Reexamination Certificate

active

06667387

ABSTRACT:

The technical problem underlying the present invention is to provide peptides corresponding to immunologically important epitopes on bacterial and viral proteins, as well as the use of said peptides in diagnostic or immunogenic compositions.
Recent developments in genetic engineering as well as the chemistry of solid phase peptide synthesis have led to the increasingly wider use of synthetic peptides in biochemistry and immunology. Protein sequences which become available as a result of molecular cloning techniques can be synthesized chemically in large quantities for structural, functional, and immunological studies. Peptides corresponding to immunologically important epitopes found on viral and bacterial proteins have also proven to be highly specific reagents which can be used for antibody detection and the diagnosis of infection.

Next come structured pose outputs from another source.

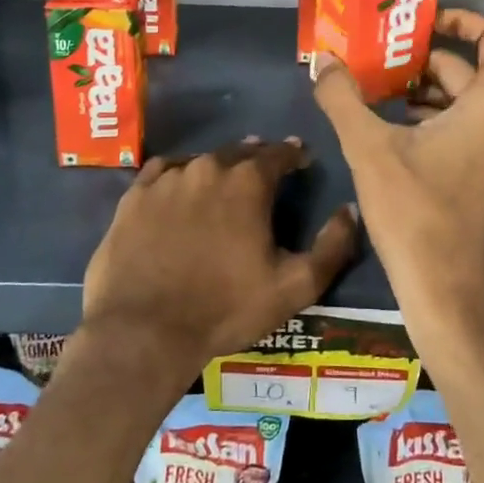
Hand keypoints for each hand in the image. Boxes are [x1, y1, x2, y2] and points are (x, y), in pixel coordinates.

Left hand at [79, 138, 359, 386]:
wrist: (144, 331)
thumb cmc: (226, 309)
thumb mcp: (295, 286)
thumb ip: (332, 246)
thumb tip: (349, 210)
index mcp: (248, 182)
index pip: (279, 153)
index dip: (294, 154)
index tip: (301, 158)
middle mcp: (207, 168)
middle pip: (239, 151)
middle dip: (257, 157)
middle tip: (265, 168)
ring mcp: (166, 179)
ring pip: (201, 160)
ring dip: (218, 166)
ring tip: (224, 179)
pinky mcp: (134, 196)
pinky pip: (163, 171)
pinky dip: (178, 174)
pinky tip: (180, 186)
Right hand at [312, 11, 483, 361]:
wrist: (453, 301)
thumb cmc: (415, 215)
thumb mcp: (369, 149)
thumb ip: (342, 97)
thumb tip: (321, 60)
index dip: (461, 19)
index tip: (422, 22)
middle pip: (473, 73)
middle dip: (424, 67)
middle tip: (379, 66)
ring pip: (475, 106)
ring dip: (431, 98)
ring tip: (382, 102)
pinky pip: (480, 135)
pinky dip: (445, 126)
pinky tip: (403, 141)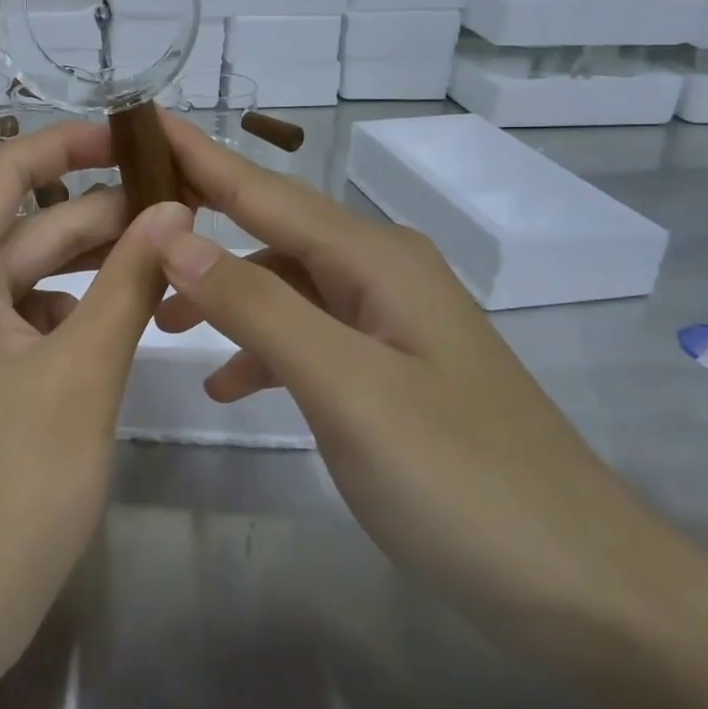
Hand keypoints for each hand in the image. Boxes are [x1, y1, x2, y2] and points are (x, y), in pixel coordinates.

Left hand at [0, 121, 179, 685]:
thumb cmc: (3, 488)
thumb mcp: (80, 372)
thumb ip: (130, 281)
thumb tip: (175, 209)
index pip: (10, 170)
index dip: (74, 144)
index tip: (140, 136)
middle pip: (32, 224)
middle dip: (106, 213)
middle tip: (190, 206)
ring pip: (35, 273)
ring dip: (99, 265)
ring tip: (178, 258)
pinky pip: (30, 318)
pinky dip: (79, 311)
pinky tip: (133, 317)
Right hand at [144, 114, 665, 627]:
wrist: (584, 587)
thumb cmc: (460, 479)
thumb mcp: (344, 387)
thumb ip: (256, 306)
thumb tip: (173, 233)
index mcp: (375, 258)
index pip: (265, 190)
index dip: (200, 155)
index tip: (142, 121)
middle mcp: (382, 272)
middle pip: (272, 230)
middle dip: (199, 223)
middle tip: (124, 224)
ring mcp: (390, 321)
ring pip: (285, 284)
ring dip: (224, 294)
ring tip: (159, 320)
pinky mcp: (391, 369)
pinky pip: (308, 334)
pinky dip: (262, 347)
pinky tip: (229, 384)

Despite the many advantages synthetic peptides offer, there are a number of disadvantages associated with their use. Because of their relatively short size (generally less than 50 amino acids in length), their structure may fluctuate between many different conformations in the absence of the stabilizing influence of intramolecular interactions present in the full-length protein. Furthermore, the small size of these peptides means that their chemical properties and solubilities will frequently be quite different from those of the full-length protein and that the contribution of individual amino acids in the peptide sequence toward determining the overall chemical properties of the peptide will be proportionally greater.

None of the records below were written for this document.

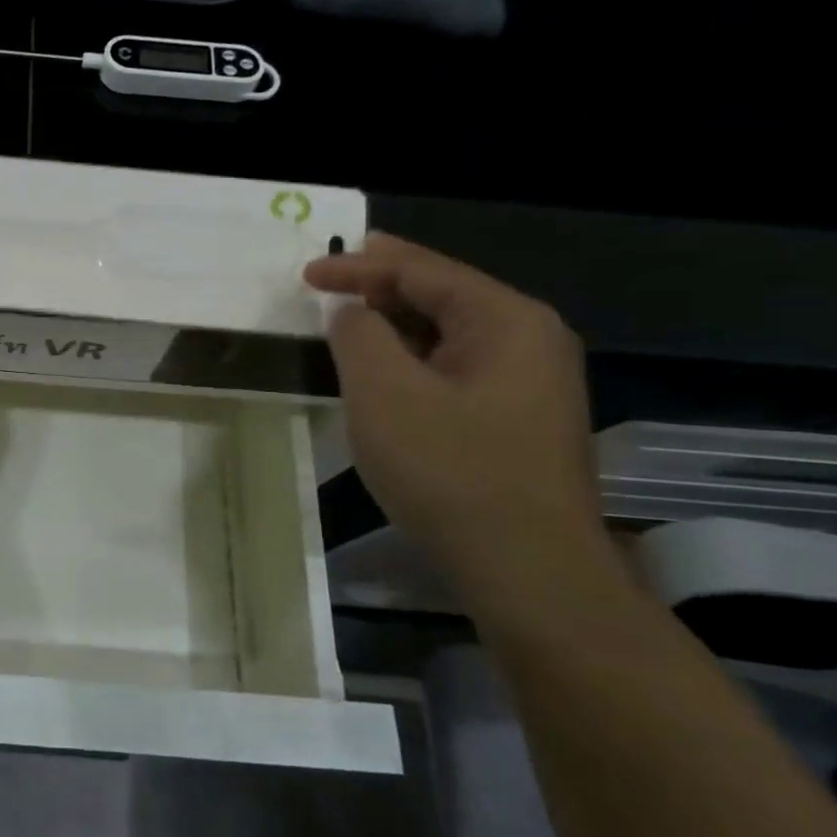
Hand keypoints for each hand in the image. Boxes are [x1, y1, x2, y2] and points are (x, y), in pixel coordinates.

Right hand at [303, 233, 609, 594]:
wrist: (528, 570)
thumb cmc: (450, 470)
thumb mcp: (384, 393)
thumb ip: (358, 334)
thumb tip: (351, 311)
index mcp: (506, 319)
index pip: (421, 270)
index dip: (358, 265)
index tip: (305, 273)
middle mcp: (530, 339)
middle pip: (441, 295)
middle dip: (378, 289)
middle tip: (324, 289)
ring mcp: (531, 382)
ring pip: (447, 335)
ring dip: (393, 327)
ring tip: (345, 325)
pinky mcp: (519, 419)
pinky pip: (456, 369)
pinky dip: (412, 361)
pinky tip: (384, 375)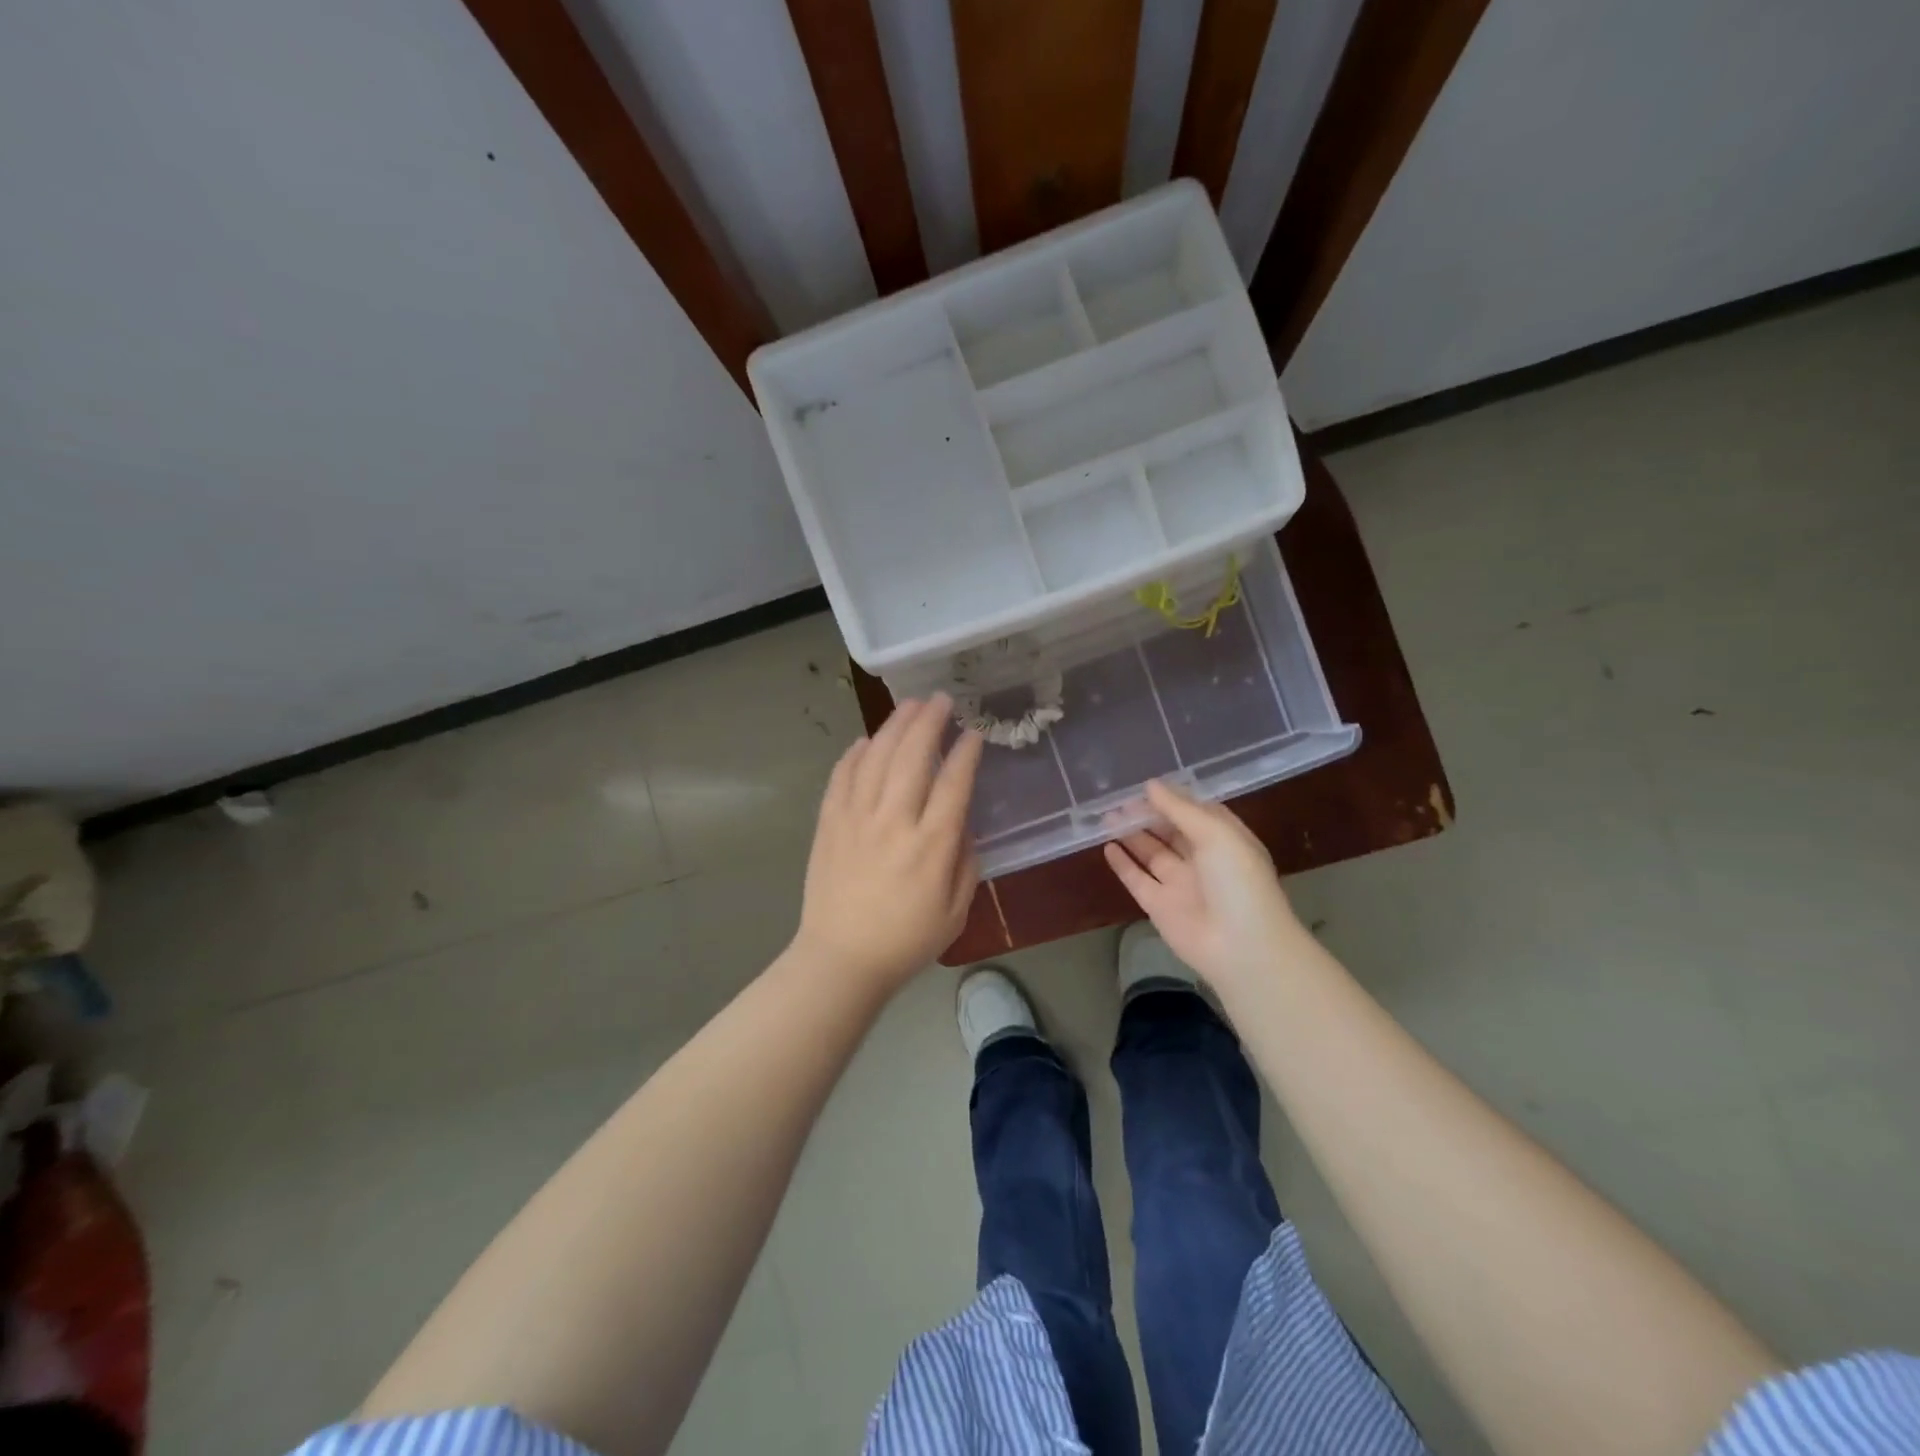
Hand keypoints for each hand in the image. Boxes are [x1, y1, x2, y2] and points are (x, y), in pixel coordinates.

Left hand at [794, 695, 984, 992]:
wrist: (841, 959)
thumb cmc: (906, 941)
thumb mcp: (956, 910)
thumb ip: (965, 861)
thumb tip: (961, 822)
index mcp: (931, 844)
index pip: (954, 782)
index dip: (966, 752)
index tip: (974, 732)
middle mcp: (894, 821)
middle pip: (913, 755)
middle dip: (930, 721)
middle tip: (941, 699)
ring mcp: (856, 818)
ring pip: (877, 756)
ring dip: (895, 725)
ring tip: (910, 705)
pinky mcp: (829, 822)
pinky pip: (842, 775)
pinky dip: (855, 753)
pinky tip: (867, 740)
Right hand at [1104, 779, 1302, 991]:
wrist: (1242, 946)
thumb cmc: (1237, 881)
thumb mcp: (1216, 833)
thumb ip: (1180, 808)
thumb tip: (1150, 785)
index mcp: (1224, 839)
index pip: (1195, 812)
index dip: (1171, 799)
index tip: (1144, 786)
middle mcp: (1202, 859)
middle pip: (1169, 831)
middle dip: (1146, 815)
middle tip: (1118, 801)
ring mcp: (1179, 883)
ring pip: (1150, 852)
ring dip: (1131, 834)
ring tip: (1107, 817)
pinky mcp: (1159, 906)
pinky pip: (1137, 879)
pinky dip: (1122, 864)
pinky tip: (1107, 846)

Many immunological assays require that the antigen used for antibody detection be immobilized on a solid support. Most enzyme-linked immunosorbent assays (ELISA) make use of polystyrene as the solid phase. Many proteins can be stably adsorbed to the solid phase and present sequences which are accessible for subsequent interactions with antibodies. Because of their small size, direct adsorption of peptides to the solid phase frequently gives rise to unsatisfactory results for any of a number of reasons.
Firstly, the peptide may not possess the correct overall charge or amino acid composition which would enable the peptide to bind to the solid phase. Secondly, the same amino acid residues which are required for binding to the solid phase may also be required for antibody recognition and therefore not available for antibody binding. Thirdly, the peptide may become fixed in an unfavorable conformation upon binding to the solid phase which renders it unrecognizable to antibody molecules. In many cases, it is neither possible nor necessary to distinguish between these possibilities. Binding to the solid phase can be increased and made less sensitive to the specific chemical properties of a peptide by first coupling the peptide to a large carrier molecule. Typically, the carrier molecule is a protein.

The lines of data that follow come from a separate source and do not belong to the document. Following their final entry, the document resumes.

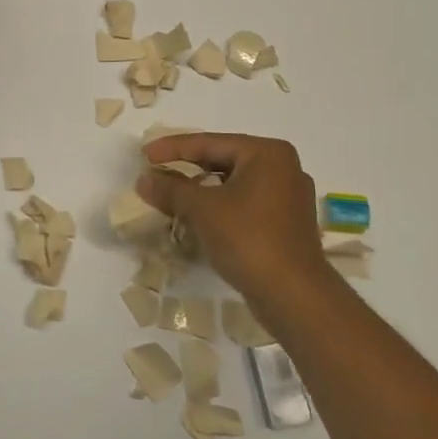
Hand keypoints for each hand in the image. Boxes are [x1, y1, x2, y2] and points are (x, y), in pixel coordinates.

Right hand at [137, 133, 336, 318]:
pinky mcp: (286, 224)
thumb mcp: (202, 209)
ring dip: (201, 191)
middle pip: (223, 160)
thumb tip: (144, 179)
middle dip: (187, 169)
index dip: (172, 148)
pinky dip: (220, 208)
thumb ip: (171, 189)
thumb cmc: (248, 239)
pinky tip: (198, 218)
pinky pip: (245, 205)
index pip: (210, 143)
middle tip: (156, 171)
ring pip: (233, 185)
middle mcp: (283, 168)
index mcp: (267, 153)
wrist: (293, 295)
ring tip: (171, 196)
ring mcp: (288, 198)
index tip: (144, 154)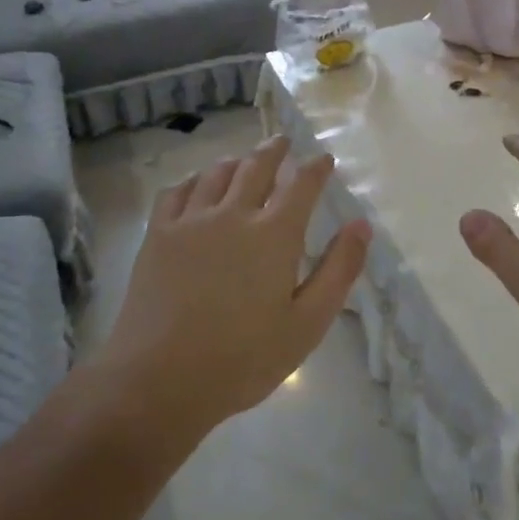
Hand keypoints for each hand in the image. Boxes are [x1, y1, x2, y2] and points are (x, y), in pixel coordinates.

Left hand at [97, 136, 371, 437]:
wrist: (160, 378)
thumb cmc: (243, 358)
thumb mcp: (308, 323)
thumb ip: (339, 270)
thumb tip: (361, 225)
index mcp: (274, 235)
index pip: (301, 185)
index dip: (315, 168)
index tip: (323, 158)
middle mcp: (233, 215)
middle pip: (256, 167)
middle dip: (274, 151)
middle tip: (283, 141)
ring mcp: (190, 221)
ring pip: (216, 174)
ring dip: (236, 161)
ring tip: (244, 159)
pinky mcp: (158, 235)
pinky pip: (176, 192)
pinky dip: (192, 180)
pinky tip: (195, 185)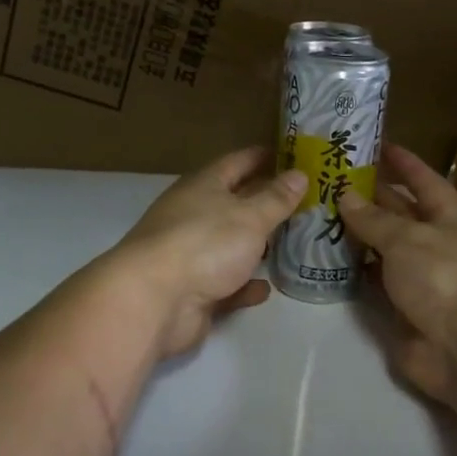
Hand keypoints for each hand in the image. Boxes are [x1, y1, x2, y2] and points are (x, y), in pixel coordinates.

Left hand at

While the amount of peptide bound to the solid phase, albeit indirectly, can in some cases be increased by this method, this approach suffers from the fact that the linkage between the peptide and the carrier protein frequently involves the side chains of internal trifunctional amino acids whose integrity may be indispensable for recognition by antibodies. The binding avidity of antisera for the internally modified peptide is frequently very much reduced relative to the unmodified peptide or the native protein.
The production of antisera to synthetic peptides also requires in most cases that the peptide be coupled to a carrier. Again, the coupling reaction between an internal trifunctional amino acid of the peptide and the carrier is likely to alter the immunogenic properties of the peptide.
There exist many methods for performing coupling reactions and most of the procedures in current use are discussed in detail in Van Regenmortel, M. H. V., Briand, J. P., Muller, S., and Plaue, S.; Laboratory Techniques in Biochemistry and Molecular Biology, vol. 19, Synthetic Polypeptides as Antigens, Elsevier Press, Amsterdam, New York, Oxford, 1988. In addition to these procedures, unprotected peptides can also be biotinylated using commercially available reagents such as N-hydroxysuccinimidobiotin or biotinamidocaproate N-hydroxysuccinimide ester. Many of these reagents are discussed in Billingsley, M. L., Pennypacker, K. R., Hoover, C. G., and Kincaid, R. L., Biotechniques (1987)5(1):22-31. Biotinylated peptides are capable of being bound by the proteins streptavidin and avidin, two proteins which exhibit extraordinarily high affinity binding to biotin.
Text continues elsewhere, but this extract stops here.